Statement issued by Appalachian State University Chancellor Sheri Everts:
"Dear Faculty, Staff, Students, Parents, and Families,
"It is with the deepest sadness that I share with you that one of our students, Chad Dorrill, has died.
"The hearts of the entire Appalachian Community are with Chad’s family and loved ones during this profoundly difficult and painful time. Tributes shared by friends and loved ones show the positive impact Chad had on the communities he loved and called home, which included App State and Boone.
"Chad’s family has shared he had been diagnosed with COVID-19 earlier this month and suffered from later complications. Chad lived off-campus in Boone and all of his classes were online. When he began feeling unwell earlier this month, his mother encouraged him to come home, quarantine, and be tested for COVID-19.

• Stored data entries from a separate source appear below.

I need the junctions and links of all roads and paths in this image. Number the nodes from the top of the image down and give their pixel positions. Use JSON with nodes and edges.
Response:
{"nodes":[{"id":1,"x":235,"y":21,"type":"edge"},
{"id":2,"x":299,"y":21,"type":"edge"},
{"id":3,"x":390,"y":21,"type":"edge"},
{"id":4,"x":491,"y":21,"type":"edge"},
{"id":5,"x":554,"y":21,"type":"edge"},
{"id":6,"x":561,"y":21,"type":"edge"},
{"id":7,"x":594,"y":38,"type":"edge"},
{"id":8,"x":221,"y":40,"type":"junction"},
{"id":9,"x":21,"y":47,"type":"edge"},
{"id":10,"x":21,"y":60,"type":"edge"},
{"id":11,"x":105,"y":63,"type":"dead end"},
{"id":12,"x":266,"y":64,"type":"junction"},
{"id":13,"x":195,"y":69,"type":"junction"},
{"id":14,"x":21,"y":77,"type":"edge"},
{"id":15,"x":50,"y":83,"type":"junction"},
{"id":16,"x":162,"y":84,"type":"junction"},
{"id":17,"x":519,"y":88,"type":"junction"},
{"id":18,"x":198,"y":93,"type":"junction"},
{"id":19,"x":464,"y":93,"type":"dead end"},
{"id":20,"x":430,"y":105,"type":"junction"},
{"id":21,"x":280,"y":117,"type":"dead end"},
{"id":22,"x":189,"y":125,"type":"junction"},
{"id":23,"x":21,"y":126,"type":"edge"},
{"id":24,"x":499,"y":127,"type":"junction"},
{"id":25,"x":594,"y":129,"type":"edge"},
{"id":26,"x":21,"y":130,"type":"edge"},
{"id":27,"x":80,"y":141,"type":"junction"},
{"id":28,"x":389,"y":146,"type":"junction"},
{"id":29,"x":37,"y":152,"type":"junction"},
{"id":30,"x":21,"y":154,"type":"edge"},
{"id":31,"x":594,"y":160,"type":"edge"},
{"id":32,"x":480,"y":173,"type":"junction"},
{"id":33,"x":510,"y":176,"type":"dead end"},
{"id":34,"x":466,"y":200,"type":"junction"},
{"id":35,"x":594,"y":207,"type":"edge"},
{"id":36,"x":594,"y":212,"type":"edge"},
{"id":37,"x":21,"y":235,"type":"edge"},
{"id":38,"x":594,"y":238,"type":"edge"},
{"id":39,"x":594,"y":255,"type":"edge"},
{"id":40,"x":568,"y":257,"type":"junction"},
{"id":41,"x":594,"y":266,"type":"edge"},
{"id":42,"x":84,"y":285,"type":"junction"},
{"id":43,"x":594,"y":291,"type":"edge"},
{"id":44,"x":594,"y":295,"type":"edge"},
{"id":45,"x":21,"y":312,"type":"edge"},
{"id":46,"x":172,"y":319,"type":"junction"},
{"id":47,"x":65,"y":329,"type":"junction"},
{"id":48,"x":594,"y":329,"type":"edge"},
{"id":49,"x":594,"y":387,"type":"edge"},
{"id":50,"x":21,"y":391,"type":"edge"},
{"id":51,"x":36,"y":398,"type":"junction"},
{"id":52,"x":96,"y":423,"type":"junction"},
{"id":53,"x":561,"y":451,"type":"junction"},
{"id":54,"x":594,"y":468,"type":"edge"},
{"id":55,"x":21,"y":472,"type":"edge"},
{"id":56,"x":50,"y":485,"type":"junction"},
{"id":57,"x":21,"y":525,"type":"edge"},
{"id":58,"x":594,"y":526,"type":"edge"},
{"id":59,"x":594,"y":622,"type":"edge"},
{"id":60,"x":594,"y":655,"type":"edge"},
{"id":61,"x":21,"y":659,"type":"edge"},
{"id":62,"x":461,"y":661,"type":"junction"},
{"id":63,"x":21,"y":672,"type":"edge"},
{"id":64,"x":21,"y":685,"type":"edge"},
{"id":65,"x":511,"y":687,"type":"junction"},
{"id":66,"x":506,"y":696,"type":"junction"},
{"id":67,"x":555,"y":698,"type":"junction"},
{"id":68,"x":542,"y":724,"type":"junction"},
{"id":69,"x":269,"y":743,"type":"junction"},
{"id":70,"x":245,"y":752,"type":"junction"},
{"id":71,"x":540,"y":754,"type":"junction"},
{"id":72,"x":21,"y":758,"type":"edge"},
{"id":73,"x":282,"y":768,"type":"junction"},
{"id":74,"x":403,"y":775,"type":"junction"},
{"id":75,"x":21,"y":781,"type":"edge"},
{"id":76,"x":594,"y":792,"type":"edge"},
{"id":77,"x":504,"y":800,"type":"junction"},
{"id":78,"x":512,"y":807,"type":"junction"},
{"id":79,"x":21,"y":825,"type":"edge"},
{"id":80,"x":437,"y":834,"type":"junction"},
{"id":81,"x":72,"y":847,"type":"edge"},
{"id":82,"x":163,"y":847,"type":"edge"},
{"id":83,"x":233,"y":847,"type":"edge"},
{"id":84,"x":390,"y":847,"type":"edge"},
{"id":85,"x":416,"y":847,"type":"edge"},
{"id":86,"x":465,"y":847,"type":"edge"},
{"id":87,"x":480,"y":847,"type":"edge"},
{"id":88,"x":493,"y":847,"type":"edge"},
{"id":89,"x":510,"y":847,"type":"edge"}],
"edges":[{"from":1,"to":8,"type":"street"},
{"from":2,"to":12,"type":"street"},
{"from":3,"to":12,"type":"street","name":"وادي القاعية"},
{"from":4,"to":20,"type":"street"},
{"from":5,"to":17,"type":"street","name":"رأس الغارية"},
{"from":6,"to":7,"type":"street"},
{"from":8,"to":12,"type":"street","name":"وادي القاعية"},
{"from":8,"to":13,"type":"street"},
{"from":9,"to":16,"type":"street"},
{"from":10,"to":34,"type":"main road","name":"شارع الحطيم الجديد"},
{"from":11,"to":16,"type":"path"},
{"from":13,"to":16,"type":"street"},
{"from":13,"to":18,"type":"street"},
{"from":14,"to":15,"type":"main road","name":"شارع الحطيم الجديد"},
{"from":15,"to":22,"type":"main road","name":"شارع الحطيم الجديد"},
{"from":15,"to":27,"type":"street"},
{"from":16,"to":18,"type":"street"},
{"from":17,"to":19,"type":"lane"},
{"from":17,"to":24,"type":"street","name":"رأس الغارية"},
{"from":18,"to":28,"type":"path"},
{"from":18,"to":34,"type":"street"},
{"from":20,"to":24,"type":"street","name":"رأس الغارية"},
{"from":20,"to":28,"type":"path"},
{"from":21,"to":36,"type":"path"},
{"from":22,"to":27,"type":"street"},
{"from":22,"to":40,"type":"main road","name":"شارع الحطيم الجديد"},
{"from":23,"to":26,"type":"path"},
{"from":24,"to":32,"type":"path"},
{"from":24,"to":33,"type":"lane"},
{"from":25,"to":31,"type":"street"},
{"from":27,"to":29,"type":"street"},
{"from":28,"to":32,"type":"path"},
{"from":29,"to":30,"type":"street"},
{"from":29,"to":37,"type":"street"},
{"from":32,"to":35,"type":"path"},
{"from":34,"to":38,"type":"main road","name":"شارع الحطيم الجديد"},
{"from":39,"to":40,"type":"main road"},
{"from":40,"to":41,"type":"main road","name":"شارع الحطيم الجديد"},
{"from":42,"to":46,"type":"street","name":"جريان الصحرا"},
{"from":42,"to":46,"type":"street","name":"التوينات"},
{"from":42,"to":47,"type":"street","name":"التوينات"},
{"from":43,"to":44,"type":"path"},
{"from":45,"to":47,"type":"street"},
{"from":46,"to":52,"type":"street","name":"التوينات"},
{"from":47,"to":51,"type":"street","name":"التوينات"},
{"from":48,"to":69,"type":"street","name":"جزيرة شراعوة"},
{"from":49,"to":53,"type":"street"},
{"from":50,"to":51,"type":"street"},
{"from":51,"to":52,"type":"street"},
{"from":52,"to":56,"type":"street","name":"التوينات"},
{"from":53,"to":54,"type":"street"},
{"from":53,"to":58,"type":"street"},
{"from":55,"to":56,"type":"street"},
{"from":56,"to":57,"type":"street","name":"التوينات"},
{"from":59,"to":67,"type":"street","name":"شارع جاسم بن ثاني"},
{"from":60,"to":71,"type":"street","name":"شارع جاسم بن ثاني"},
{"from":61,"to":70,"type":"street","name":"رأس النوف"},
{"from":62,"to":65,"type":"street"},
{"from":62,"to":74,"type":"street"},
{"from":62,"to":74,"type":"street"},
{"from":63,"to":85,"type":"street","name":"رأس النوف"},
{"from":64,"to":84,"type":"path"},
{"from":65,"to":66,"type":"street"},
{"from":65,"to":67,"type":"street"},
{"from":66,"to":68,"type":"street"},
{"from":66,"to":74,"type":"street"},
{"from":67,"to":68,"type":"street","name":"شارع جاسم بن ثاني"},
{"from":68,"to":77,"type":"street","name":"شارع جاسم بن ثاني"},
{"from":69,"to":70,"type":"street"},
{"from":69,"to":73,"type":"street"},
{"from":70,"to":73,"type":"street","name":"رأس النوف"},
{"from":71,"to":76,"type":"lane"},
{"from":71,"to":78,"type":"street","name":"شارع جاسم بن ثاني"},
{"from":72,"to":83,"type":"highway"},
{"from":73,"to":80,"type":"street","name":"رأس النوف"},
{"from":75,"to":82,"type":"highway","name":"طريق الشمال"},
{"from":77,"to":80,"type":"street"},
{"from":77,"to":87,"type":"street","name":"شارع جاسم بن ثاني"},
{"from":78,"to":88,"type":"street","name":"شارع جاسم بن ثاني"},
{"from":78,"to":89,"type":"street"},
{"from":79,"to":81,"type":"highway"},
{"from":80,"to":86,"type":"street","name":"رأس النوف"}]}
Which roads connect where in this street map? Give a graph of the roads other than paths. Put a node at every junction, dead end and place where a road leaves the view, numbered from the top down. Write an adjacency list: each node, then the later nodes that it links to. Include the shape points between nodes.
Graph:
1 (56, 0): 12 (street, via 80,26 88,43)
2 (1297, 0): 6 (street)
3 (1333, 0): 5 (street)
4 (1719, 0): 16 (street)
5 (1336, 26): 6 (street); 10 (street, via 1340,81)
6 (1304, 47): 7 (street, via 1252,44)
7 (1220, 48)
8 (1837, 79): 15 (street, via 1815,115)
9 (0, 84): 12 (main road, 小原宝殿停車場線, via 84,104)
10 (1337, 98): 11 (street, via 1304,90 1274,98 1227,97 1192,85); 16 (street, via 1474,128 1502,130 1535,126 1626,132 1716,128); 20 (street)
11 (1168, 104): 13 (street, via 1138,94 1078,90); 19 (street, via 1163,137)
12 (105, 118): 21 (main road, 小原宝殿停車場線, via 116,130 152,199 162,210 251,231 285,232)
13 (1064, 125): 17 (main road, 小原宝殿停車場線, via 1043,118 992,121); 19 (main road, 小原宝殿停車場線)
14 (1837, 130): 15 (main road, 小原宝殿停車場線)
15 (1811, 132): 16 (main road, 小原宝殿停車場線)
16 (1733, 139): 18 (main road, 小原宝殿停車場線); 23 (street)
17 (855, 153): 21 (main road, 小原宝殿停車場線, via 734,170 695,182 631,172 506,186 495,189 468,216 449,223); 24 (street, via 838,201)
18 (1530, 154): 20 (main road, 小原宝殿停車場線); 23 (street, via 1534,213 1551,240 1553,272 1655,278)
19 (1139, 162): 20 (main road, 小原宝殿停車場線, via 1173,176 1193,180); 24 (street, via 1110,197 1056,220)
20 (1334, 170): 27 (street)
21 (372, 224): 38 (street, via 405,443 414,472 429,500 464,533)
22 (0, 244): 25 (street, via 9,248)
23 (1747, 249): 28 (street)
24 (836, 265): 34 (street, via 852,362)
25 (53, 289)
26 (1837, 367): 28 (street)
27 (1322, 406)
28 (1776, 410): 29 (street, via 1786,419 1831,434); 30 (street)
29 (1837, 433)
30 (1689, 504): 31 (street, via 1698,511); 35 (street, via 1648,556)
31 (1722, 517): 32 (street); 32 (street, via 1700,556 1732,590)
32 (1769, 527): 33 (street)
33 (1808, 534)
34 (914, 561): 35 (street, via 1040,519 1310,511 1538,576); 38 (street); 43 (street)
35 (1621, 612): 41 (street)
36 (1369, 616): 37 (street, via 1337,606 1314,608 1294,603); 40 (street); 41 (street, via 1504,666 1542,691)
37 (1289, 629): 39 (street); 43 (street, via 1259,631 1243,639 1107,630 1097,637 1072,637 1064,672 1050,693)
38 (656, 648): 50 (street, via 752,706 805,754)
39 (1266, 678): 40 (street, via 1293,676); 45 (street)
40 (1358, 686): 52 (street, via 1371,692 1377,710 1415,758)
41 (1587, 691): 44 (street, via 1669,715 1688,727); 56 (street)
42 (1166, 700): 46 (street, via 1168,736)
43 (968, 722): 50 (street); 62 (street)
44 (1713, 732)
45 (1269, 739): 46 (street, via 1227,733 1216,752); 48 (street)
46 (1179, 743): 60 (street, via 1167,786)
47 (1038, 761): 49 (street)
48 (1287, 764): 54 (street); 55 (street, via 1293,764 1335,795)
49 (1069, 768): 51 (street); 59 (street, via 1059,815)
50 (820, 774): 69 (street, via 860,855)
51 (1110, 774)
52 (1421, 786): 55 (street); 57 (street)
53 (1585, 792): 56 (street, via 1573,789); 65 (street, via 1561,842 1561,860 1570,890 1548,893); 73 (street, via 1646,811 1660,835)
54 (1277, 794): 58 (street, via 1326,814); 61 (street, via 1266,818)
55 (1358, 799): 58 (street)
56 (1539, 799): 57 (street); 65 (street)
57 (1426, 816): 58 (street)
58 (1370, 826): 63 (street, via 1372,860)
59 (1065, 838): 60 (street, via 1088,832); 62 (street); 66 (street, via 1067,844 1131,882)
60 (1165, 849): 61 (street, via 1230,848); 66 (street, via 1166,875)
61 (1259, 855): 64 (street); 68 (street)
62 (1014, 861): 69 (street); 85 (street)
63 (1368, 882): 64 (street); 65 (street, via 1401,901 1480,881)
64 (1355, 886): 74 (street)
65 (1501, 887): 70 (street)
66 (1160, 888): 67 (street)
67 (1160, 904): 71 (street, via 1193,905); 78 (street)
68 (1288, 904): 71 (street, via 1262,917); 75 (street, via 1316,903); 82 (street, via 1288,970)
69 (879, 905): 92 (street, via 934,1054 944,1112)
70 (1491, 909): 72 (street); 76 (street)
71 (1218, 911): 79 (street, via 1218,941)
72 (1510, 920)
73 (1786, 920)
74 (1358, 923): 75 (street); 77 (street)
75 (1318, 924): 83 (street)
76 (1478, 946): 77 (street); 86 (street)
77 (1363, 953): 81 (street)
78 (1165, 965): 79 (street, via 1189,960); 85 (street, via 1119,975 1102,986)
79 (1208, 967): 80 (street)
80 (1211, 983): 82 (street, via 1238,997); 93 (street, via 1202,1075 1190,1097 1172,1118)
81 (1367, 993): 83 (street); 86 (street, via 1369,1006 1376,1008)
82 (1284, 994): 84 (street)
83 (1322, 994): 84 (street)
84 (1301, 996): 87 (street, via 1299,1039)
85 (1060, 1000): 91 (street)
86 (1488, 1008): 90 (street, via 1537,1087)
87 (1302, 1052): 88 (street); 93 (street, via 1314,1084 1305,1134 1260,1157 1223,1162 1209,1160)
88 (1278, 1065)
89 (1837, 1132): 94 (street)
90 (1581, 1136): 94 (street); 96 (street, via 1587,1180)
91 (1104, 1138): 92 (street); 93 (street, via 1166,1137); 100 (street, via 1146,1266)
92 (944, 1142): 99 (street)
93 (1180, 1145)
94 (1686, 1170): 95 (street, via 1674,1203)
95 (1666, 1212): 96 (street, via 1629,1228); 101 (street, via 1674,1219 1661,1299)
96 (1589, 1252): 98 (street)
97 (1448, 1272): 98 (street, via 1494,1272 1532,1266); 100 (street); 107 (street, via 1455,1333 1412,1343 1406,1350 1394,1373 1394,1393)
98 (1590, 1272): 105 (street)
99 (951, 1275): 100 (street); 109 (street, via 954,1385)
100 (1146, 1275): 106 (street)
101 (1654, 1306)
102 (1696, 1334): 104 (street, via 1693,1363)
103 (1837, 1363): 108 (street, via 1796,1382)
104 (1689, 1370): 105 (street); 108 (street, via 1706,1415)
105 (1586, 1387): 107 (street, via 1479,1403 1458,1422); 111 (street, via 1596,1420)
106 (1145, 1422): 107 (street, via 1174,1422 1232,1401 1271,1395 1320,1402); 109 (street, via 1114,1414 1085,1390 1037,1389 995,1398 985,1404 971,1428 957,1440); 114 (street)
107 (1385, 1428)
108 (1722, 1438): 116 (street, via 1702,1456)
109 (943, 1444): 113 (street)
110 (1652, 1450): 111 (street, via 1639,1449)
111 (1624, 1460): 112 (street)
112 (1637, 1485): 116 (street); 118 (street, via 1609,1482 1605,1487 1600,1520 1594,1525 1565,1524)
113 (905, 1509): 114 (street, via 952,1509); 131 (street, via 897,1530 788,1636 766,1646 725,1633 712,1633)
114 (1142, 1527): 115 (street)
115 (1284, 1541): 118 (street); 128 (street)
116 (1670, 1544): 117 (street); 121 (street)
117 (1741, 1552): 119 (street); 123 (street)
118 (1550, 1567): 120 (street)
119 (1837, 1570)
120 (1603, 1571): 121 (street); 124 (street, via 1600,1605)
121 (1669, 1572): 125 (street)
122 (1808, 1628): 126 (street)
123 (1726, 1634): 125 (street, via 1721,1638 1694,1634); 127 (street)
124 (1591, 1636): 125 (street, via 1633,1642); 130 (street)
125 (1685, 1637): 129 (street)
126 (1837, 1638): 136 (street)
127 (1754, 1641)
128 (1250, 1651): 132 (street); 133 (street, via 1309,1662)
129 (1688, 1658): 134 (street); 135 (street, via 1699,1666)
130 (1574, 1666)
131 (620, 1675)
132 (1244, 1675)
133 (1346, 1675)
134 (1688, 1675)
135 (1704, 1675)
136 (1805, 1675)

“After testing positive for COVID-19 in his home county, he followed isolation procedures and was cleared by his doctor to return to Boone. It was after his return to Boone that he had additional complications, was picked up by his family and hospitalized. His family’s wishes are for the university to share a common call to action so our entire campus community recognizes the importance of following COVID-19 safety protocols and guidelines.”
Reese Yaudes spoke with Channel 9 on Wednesday. She said she still can’t believe her friend is dead. The two had gone to high school together. She was a cheerleader, he played on the high school basketball team.
“Chad was the most beautiful person,” Yaudes said. “He was an angel, literally, on earth and when he walked into a room you might not even know him but you want to smile as well because he was always so happy and positive. I can already tell that people are hurting here, with over 20,000 students that attend, and it is really sad to see.”
On the campus of App State, many of the students were still in disbelief after hearing the news.
“It definitely resonates with me,” said Liam Dunman. “You don’t hear about people our age dying from it at all, so it definitely got a little bit more real for me.”
“I just heard of him from his passing, but it’s definitely pretty upsetting to know that it can happen to people our age,” said fellow student, Elise Eldridge.
As of Tuesday, Appalachian State University had 159 active cases of COVID-19 on a campus of nearly 20,000 students.
The university has taken precautions, including requiring facial coverings, adding hand sanitizing stations across campus and forcing social distancing in all of the lecture halls and classrooms.
“This is an incredibly tragic situation,” said ASU spokesperson Megan Hayes. “And his family has been very clear that we can honor him by practicing safe behavior and that’s what we’re focusing on right now.”
The university is trying to set up a virtual memorial where students can leave messages to be shared with Dorrill’s family.
Channel 9 saw pop-up testing sites on campus and students were wearing face coverings. But the death has hit students -- who thought their age was an advantage -- hard.
“Everyone says it’s the older people it effects the most,” said Briar Taylor. “But he was healthy, and seeing it happen to him makes me feel a little more worried about everything.”
“It’s just kind of crazy, and we need to take it more seriously, and it kind of puts it in perspective,” said another student, Andrew Byerly.
Dorrill graduated in 2019 from Ledford High School in Davidson County.
“Chad Dorrill was a loved and well-respected member of the Ledford community and the Class of 2019,” a spokesperson for Davidson County Schools said. “During his years at Ledford High School, he was an All-Conference basketball player who was both competitive and kind. He was enrolled at Appalachian State University in hopes of becoming a physical therapist. Our deepest and most heartfelt sympathy is extended to Chad’s family, friends, and the entire Ledford community.”
As of Tuesday, nearly 3,500 people have died from COVID-19 in North Carolina. Only five people under the age of 24 have died from the virus in the state, according to the North Carolina Department of Health and Human Services.
The pandemic’s confirmed death toll worldwide eclipsed 1 million Tuesday, according to a count by Johns Hopkins University.
ASU is providing counseling for students and faculty.